Oral Presentation 9th Australian Stream Management Conference 2018

Werribee River Ecohydraulics (#26)

Parvin Zavarei 1
  1. Water Technology, Notting Hill, VICTORIA, Australia

Agriculture is the dominant land use in the Werribee River catchment. Flow regime of the river has been dramatically altered to provide water for drinking and irrigation in this area, resulting in a significant depletion of flows in the lower reaches of the river in recent years. As a result of depleted flows and high levels of nutrients, this area is affected by large-scale accumulation of floating weeds and blue-green algal blooms. 

Due to high nutrient levels, it is unrealistic to reduce weeds and algal blooms through water quality management. Therefore, the best approach is to prevent their build up by supplying a large enough flow. This study assessed the performance of a set of environmental flow releases as the mitigation measure for this ongoing issue.

A 3D hydrodynamic (HD) and advection-dispersion (AD) model of the lower Werribee river, was developed using MIKE by DHI 3D FM model. Hydraulic control points along the river were identified during a field survey. A series of ADCP velocity profiles were collected across the river by Water Technology during 2 environmental flow release events. Modelled velocities were successfully calibrated and verified against the velocity measurements.
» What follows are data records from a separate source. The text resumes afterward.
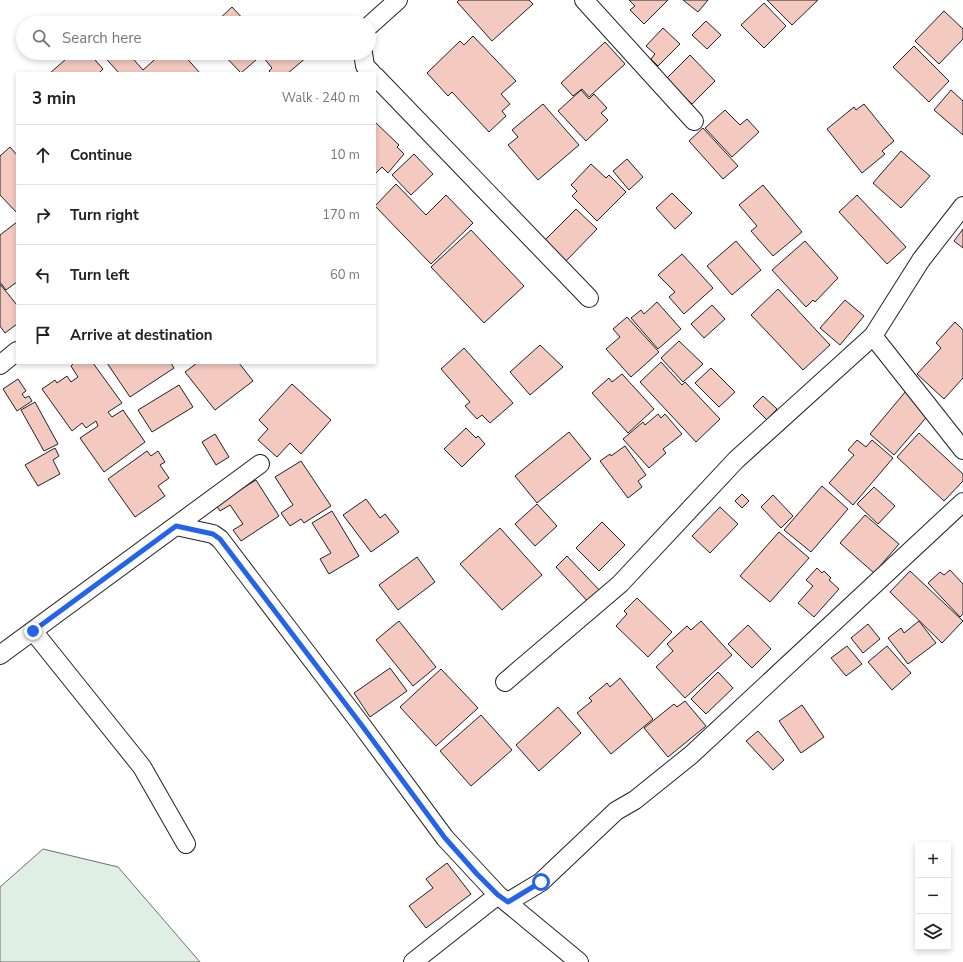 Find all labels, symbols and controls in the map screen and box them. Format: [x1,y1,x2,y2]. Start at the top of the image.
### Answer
search box [16,16,376,60]
icon: search [30,27,52,49]
text: Search here [62,28,142,48]
text: 3 min [32,87,76,110]
text: Walk · 240 m [282,89,360,107]
icon: ahead [32,144,54,166]
text: Continue [70,145,132,165]
text: 10 m [330,146,360,164]
icon: right [32,204,54,226]
text: Turn right [70,205,139,225]
text: 170 m [322,206,360,224]
icon: left [32,264,54,286]
text: Turn left [70,265,129,285]
text: 60 m [330,266,360,284]
icon: arrive [32,324,54,346]
text: Arrive at destination [70,325,213,345]
route end [24,622,42,640]
map controls [915,842,951,950]
button: + [915,842,951,878]
route start [532,873,550,891]
button: − [915,878,951,914]
button: layers [915,914,951,950]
The AD model assessed the performance of the flow release for residence time improvement and the prevention of accumulation of blue-green algae blooms.

It was concluded that lower environmental flow releases in the range of 6 to 80 ML/d are not sufficient to achieve satisfactory flushing of the lower Werribee River.  An environmental flow of 100-200 ML/d performed best to mitigate algal bloom accumulation.